Present each line of the entries below that holds the word "main".

----- Task input -----

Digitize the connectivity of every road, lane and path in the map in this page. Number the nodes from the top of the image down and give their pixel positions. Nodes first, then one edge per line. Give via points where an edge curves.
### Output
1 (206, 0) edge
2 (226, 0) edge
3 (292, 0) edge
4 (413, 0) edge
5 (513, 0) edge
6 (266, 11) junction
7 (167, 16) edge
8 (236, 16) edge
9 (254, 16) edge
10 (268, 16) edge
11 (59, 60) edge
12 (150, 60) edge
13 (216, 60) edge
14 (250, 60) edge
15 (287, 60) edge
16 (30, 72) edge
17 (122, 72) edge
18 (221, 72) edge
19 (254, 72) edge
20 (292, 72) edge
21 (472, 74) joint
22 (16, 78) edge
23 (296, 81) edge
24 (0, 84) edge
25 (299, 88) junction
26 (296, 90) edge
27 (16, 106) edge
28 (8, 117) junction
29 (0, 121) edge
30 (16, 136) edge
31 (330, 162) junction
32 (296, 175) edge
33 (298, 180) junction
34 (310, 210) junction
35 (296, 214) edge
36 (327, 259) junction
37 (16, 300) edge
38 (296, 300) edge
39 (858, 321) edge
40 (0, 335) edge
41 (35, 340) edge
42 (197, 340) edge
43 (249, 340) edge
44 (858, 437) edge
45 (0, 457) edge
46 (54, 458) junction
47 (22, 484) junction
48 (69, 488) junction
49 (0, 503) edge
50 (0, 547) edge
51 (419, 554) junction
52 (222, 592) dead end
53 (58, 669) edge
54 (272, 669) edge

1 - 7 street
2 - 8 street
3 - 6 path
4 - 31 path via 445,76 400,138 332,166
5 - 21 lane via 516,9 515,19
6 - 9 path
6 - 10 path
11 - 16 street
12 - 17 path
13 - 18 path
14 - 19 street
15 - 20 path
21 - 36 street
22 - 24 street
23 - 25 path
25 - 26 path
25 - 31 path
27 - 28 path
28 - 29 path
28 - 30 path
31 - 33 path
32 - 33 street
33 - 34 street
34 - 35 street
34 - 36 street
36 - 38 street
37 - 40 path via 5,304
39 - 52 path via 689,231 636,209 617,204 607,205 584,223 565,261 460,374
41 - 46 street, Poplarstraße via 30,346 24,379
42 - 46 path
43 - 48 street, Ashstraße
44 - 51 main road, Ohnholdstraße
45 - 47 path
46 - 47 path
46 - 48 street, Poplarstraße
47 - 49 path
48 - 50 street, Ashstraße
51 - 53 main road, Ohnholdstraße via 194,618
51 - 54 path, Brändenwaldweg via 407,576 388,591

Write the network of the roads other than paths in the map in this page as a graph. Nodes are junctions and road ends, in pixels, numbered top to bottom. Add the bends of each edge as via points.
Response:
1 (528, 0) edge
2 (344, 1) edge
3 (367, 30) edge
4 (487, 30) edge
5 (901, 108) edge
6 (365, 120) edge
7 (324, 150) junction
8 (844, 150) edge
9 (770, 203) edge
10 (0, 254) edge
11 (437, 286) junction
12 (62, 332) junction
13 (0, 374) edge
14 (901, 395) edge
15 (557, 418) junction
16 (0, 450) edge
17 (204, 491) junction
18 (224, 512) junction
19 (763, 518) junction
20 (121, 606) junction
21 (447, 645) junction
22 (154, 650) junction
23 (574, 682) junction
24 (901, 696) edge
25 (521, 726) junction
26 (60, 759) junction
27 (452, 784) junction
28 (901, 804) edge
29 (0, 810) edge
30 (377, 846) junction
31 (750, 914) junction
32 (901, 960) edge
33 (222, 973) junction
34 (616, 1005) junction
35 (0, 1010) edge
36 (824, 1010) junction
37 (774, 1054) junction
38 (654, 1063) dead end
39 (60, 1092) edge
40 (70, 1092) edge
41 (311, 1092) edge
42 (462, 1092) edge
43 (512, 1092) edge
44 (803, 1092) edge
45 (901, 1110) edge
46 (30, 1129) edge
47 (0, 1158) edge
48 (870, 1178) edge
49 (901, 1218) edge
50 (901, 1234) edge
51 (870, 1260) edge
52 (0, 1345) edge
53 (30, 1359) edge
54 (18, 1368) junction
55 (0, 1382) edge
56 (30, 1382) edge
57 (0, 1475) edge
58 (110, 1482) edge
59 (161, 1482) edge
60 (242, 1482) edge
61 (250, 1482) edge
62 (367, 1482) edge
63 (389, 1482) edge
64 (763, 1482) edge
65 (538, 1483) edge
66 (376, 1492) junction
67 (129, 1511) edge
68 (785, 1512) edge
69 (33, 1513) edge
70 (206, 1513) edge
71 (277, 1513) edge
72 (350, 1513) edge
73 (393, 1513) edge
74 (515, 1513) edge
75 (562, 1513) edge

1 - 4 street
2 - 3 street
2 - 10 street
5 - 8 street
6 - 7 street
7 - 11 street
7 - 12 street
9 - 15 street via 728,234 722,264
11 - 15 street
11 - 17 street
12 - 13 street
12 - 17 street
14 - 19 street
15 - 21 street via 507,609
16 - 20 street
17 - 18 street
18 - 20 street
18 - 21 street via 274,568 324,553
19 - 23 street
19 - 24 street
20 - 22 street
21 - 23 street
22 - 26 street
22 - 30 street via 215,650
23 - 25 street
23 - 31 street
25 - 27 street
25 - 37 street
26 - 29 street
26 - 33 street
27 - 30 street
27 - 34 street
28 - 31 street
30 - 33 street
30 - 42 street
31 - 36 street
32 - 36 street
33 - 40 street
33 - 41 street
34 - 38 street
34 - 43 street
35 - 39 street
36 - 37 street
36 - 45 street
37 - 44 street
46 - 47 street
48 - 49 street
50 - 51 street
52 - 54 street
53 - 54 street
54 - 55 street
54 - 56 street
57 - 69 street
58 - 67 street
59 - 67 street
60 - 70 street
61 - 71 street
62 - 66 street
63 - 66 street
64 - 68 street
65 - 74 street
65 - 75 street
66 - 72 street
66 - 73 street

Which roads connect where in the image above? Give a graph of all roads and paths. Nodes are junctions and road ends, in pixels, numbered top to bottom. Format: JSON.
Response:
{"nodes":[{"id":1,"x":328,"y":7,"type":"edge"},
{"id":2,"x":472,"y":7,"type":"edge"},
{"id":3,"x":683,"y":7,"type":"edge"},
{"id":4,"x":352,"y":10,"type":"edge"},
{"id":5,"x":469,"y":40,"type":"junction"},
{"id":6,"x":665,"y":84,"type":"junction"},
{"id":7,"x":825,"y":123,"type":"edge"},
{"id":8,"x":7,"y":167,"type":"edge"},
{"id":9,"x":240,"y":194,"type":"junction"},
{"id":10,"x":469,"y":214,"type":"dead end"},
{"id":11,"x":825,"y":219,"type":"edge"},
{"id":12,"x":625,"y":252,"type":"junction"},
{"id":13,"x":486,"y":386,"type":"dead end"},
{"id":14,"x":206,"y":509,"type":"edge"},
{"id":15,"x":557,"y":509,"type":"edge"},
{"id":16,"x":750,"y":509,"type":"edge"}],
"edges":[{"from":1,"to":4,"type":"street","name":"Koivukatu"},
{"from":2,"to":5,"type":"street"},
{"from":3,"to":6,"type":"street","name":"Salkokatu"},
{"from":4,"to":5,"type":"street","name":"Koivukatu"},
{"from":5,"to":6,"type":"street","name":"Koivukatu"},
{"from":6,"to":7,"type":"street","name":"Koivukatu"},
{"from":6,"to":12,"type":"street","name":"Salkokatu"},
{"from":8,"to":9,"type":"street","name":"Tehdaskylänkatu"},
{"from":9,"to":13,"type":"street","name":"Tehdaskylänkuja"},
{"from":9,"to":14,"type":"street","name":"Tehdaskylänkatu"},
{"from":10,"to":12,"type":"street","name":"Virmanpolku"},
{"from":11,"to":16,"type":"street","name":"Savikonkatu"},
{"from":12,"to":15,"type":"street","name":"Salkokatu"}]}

-----

Reply:
44 - 51 main road, Ohnholdstraße
51 - 53 main road, Ohnholdstraße via 194,618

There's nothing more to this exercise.